There is no doubt that the Fibonacci indicator is one of the most popular tools.

Traders use it to find potential correction levels in trending markets. In this article, we look at how Fibonacci levels can be used in trading.

Fibonacci sequence

The Fibonacci sequence was discovered in Italy in 1170 by the Italian mathematician Leonardo Pisano. Simply put, in the Fibonacci sequence, each number is equal to the sum of the first two numbers.
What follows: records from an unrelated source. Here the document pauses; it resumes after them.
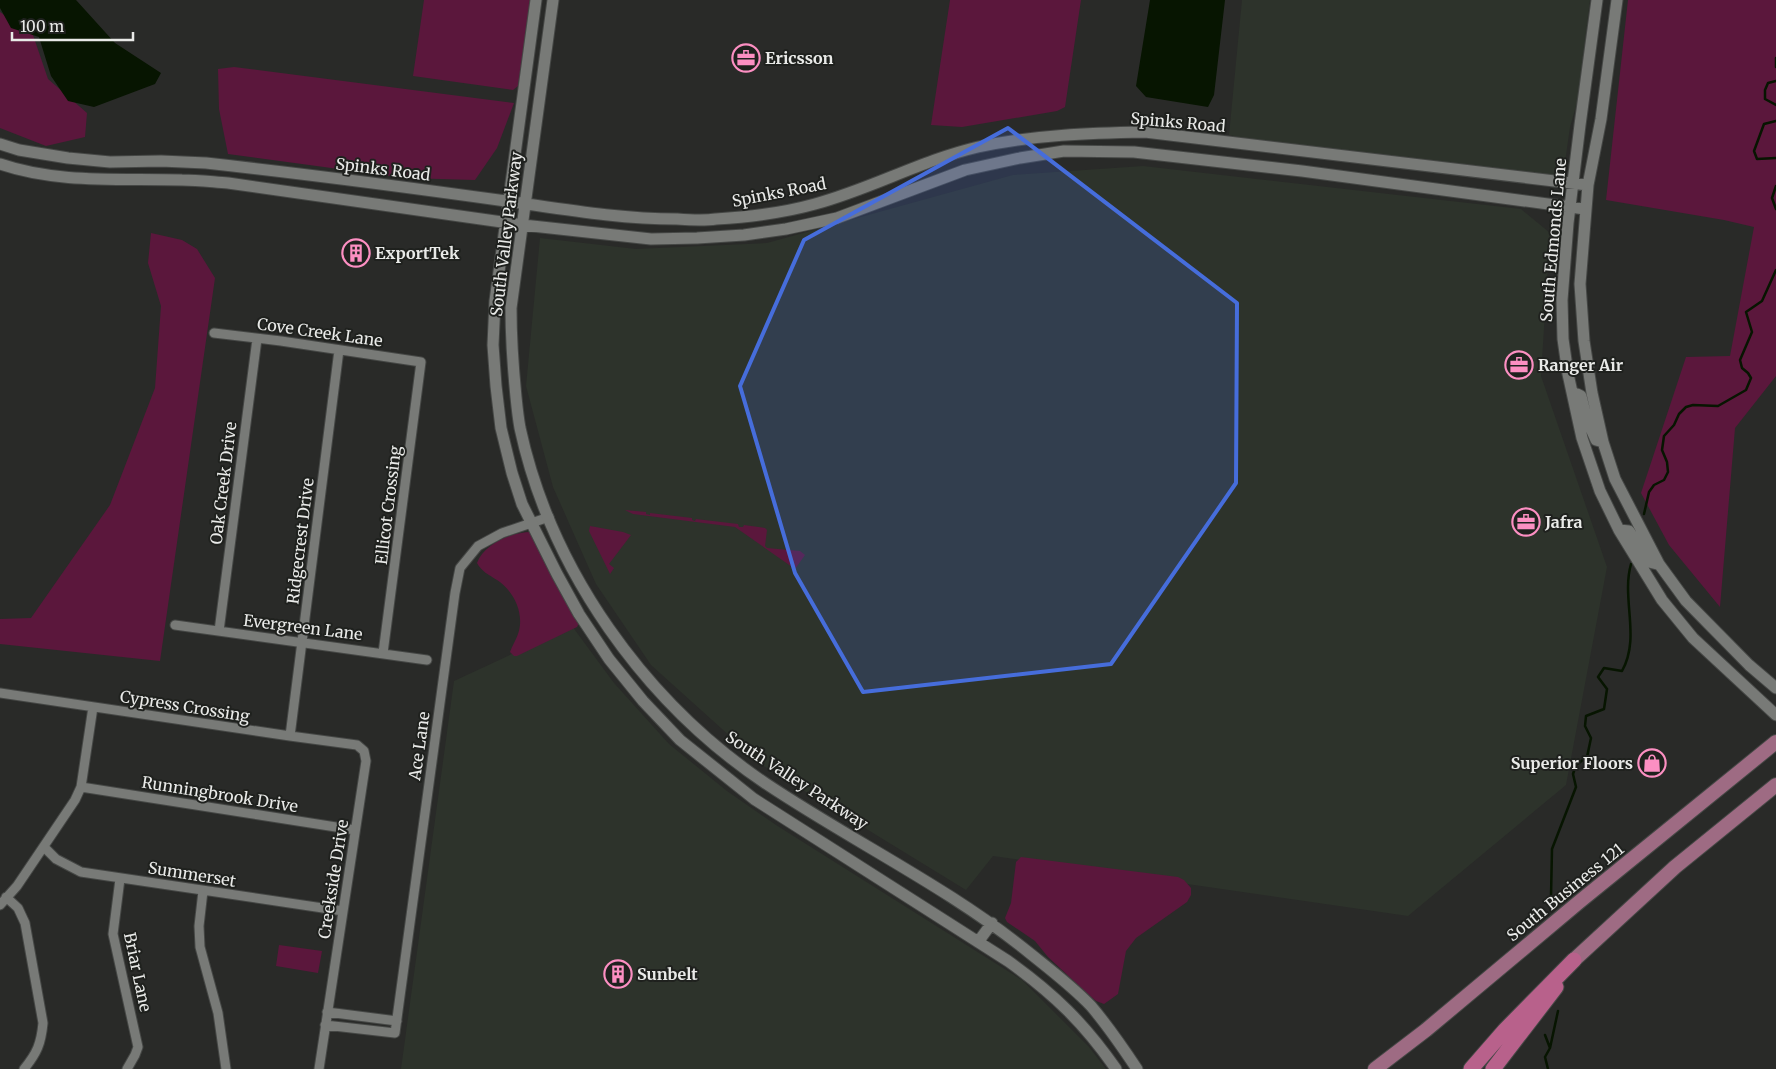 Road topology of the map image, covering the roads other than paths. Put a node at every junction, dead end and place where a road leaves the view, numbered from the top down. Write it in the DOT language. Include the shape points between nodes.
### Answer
graph roads {
  1 [pos="536,0"];
  2 [pos="554,0"];
  3 [pos="1597,0"];
  4 [pos="1616,0"];
  5 [pos="1061,136"];
  6 [pos="0,144"];
  7 [pos="1064,152"];
  8 [pos="0,164"];
  9 [pos="287,173"];
  10 [pos="898,174"];
  11 [pos="1573,184"];
  12 [pos="1588,185"];
  13 [pos="285,191"];
  14 [pos="905,193"];
  15 [pos="509,201"];
  16 [pos="526,204"];
  17 [pos="1570,206"];
  18 [pos="1585,209"];
  19 [pos="506,222"];
  20 [pos="523,225"];
  21 [pos="214,333"];
  22 [pos="257,339"];
  23 [pos="339,350"];
  24 [pos="422,362"];
  25 [pos="1573,391"];
  26 [pos="1603,442"];
  27 [pos="549,517"];
  28 [pos="532,523"];
  29 [pos="1618,530"];
  30 [pos="1658,564"];
  31 [pos="175,625"];
  32 [pos="219,632"];
  33 [pos="302,642"];
  34 [pos="383,653"];
  35 [pos="427,660"];
  36 [pos="1776,688"];
  37 [pos="0,693"];
  38 [pos="668,700"];
  39 [pos="93,707"];
  40 [pos="655,714"];
  41 [pos="1776,715"];
  42 [pos="290,736"];
  43 [pos="1776,742"];
  44 [pos="364,751"];
  45 [pos="1776,785"];
  46 [pos="81,787"];
  47 [pos="355,830"];
  48 [pos="44,848"];
  49 [pos="120,878"];
  50 [pos="203,892"];
  51 [pos="6,897"];
  52 [pos="0,905"];
  53 [pos="343,911"];
  54 [pos="992,923"];
  55 [pos="978,942"];
  56 [pos="1574,960"];
  57 [pos="327,1012"];
  58 [pos="397,1021"];
  59 [pos="325,1025"];
  60 [pos="24,1069"];
  61 [pos="127,1069"];
  62 [pos="226,1069"];
  63 [pos="319,1069"];
  64 [pos="1116,1069"];
  65 [pos="1137,1069"];
  66 [pos="1375,1069"];
  67 [pos="1471,1069"];
  68 [pos="1493,1069"];
  1 -- 15 [label="main road, South Valley Parkway"];
  2 -- 16 [label="main road, South Valley Parkway"];
  3 -- 11 [label="main road, South Edmonds Lane"];
  4 -- 12 [label="main road, South Edmonds Lane" via="1601,119"];
  5 -- 7 [label="main road"];
  5 -- 10 [label="main road, Spinks Road" via="978,147"];
  5 -- 11 [label="main road, Spinks Road" via="1146,132"];
  6 -- 9 [label="main road, Spinks Road" via="68,158 206,163"];
  7 -- 14 [label="main road" via="966,170"];
  7 -- 17 [label="main road" via="1134,152 1302,170"];
  8 -- 13 [label="main road" via="56,176 183,180"];
  9 -- 13 [label="main road"];
  9 -- 15 [label="main road, Spinks Road"];
  10 -- 14 [label="main road"];
  10 -- 16 [label="main road, Spinks Road" via="815,204 713,220 601,215"];
  11 -- 12 [label="main road, Spinks Road"];
  11 -- 17 [label="main road, South Edmonds Lane"];
  12 -- 18 [label="main road, South Edmonds Lane"];
  13 -- 19 [label="main road"];
  14 -- 20 [label="main road" via="837,218 744,235 651,238"];
  15 -- 16 [label="main road, Spinks Road"];
  15 -- 19 [label="main road, South Valley Parkway"];
  16 -- 20 [label="main road, South Valley Parkway"];
  17 -- 18 [label="main road"];
  17 -- 25 [label="main road, South Edmonds Lane" via="1562,324"];
  18 -- 26 [label="main road, South Edmonds Lane" via="1581,306 1592,393"];
  19 -- 20 [label="main road"];
  19 -- 28 [label="main road, South Valley Parkway" via="495,302 493,345 496,386 501,428 512,473"];
  20 -- 27 [label="main road, South Valley Parkway" via="511,308 512,365 520,426"];
  21 -- 22 [label="street, Cove Creek Lane"];
  22 -- 23 [label="street, Cove Creek Lane"];
  22 -- 32 [label="street, Oak Creek Drive"];
  23 -- 24 [label="street, Cove Creek Lane"];
  23 -- 33 [label="street, Ridgecrest Drive"];
  24 -- 34 [label="street, Ellicot Crossing"];
  25 -- 26 [label="main road" via="1581,396 1596,440"];
  25 -- 29 [label="main road, South Edmonds Lane" via="1582,438 1600,491"];
  26 -- 30 [label="main road, South Edmonds Lane" via="1615,479"];
  27 -- 28 [label="street, Ace Lane"];
  27 -- 38 [label="main road, South Valley Parkway" via="571,568 612,635"];
  28 -- 40 [label="main road, South Valley Parkway" via="579,614 609,659"];
  28 -- 58 [label="street, Ace Lane" via="502,533 478,546 460,568"];
  29 -- 30 [label="main road" via="1629,531 1649,562"];
  29 -- 41 [label="main road, South Edmonds Lane" via="1662,600 1693,638"];
  30 -- 36 [label="main road, South Edmonds Lane" via="1686,601"];
  31 -- 32 [label="street, Evergreen Lane"];
  32 -- 33 [label="street, Evergreen Lane"];
  33 -- 34 [label="street, Evergreen Lane"];
  33 -- 42 [label="street, Ridgecrest Drive"];
  34 -- 35 [label="street, Evergreen Lane"];
  37 -- 39 [label="street, Cypress Crossing"];
  38 -- 40 [label="main road"];
  38 -- 54 [label="main road, South Valley Parkway" via="717,748 766,783"];
  39 -- 42 [label="street, Cypress Crossing"];
  39 -- 46 [label="street"];
  40 -- 55 [label="main road, South Valley Parkway" via="680,740 754,800"];
  42 -- 44 [label="street, Cypress Crossing" via="357,745"];
  43 -- 66 [label="main road, South Business 121"];
  44 -- 47 [label="street, Creekside Drive" via="366,761"];
  45 -- 56 [label="main road" via="1675,866"];
  46 -- 47 [label="street, Runningbrook Drive"];
  46 -- 48 [label="street"];
  47 -- 53 [label="street, Creekside Drive"];
  48 -- 49 [label="street, Summerset" via="56,859 82,872"];
  48 -- 51 [label="street"];
  49 -- 50 [label="street, Summerset"];
  49 -- 61 [label="street, Briar Lane" via="114,934 138,1047"];
  50 -- 53 [label="street, Summerset"];
  50 -- 62 [label="street" via="200,947 218,1013"];
  51 -- 52 [label="street"];
  51 -- 60 [label="street" via="18,908 25,923 44,1023 42,1040"];
  53 -- 57 [label="street, Creekside Drive"];
  54 -- 55 [label="main road"];
  54 -- 65 [label="main road, South Valley Parkway" via="1056,973 1090,1006"];
  55 -- 64 [label="main road, South Valley Parkway" via="1042,985 1098,1043"];
  56 -- 67 [label="highway"];
  56 -- 68 [label="highway" via="1552,994"];
  57 -- 58 [label="street"];
  57 -- 59 [label="street, Creekside Drive"];
  58 -- 59 [label="street, Ace Lane" via="395,1033"];
  59 -- 63 [label="street, Creekside Drive"];
}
The sequence starts from 0 and 1, and is 1, 2, 3, 5, 8, 13, 21, 34, 55, 89, 144, 233 and so on.

The interesting thing about this sequence is that when you divide the previous number in the sequence by its next number, you always get the same ratio of 0.618. For example, 34/55 is equal to 0.618, and all of 55/89, 89/144, and 144/233 are 0.618. This ratio is also called the golden ratio and can be observed in various natural phenomena.
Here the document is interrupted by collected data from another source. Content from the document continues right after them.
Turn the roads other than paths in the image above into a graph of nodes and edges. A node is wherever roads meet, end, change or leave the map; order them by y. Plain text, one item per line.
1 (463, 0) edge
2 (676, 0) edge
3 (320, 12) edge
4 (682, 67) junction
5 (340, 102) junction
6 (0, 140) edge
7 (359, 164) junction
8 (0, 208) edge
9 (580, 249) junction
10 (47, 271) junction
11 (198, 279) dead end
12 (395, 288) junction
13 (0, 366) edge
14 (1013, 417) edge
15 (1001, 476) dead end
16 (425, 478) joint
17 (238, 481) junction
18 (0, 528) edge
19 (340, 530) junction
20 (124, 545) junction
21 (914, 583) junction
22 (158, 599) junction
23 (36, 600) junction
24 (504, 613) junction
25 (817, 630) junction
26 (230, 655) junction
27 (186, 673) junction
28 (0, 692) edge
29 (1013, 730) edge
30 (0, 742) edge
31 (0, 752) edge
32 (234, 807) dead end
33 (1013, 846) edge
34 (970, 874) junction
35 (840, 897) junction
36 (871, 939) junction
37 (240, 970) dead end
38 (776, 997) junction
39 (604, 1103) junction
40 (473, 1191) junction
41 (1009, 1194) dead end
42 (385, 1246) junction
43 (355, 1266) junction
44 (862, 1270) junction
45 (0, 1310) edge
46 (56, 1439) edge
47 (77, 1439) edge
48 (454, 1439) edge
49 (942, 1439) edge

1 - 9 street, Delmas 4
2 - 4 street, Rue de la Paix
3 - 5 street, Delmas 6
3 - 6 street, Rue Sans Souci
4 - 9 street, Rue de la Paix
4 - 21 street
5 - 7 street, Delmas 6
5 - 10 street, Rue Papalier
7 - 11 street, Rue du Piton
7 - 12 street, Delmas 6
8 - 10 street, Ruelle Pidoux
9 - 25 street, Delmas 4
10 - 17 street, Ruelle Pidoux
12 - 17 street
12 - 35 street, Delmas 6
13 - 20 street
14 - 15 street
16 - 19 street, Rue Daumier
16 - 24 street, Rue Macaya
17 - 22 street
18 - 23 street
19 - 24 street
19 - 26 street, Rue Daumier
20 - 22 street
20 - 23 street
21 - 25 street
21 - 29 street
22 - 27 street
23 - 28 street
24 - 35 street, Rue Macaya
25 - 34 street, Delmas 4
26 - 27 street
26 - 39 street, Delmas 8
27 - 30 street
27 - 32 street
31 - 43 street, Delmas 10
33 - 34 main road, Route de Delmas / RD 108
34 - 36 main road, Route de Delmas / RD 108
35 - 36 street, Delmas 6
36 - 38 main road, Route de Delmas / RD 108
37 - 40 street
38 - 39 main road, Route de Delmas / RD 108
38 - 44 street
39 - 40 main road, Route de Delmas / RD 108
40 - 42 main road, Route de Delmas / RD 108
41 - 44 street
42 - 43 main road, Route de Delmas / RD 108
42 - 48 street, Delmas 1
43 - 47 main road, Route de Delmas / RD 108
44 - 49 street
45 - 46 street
And if you divide a number by the next number, you get the same ratio of 0.382. For example, 13/34, 21/55, 34/89, 89/233 are all true.

Traders use these ratios in trading to find possible price pullback positions and possible support and resistance areas.

Trend and price correction

Fibonacci has a lot to do with trends. Fibonacci ratios can help us identify where the price correction may end. The market is either showing trends or consolidation.

According to Dow Theory, price corrections usually reach the 50% level of initial fluctuations. Although this is not from the Fibonacci ratio, we can see that the Fibonacci tools provided by most trading platforms still include the 50% level (for the related article, read “Technical indicators 100 years ago, why are they still obsessed by traders today?” “).

How to apply Fibonacci levels in the chart?

To apply Fibonacci tools on a chart, the first step you need to do is to identify a strong movement in the trend. This is the most difficult step, because different traders may recognize different fluctuations and get different Fibonacci levels.

In an uptrend, strong volatility means that the price increases without obvious correction; in a downtrend, strong volatility means that the price falls without obvious correction. As your experience increases, it will be easier for you to recognize such strong fluctuations and apply Fibonacci levels.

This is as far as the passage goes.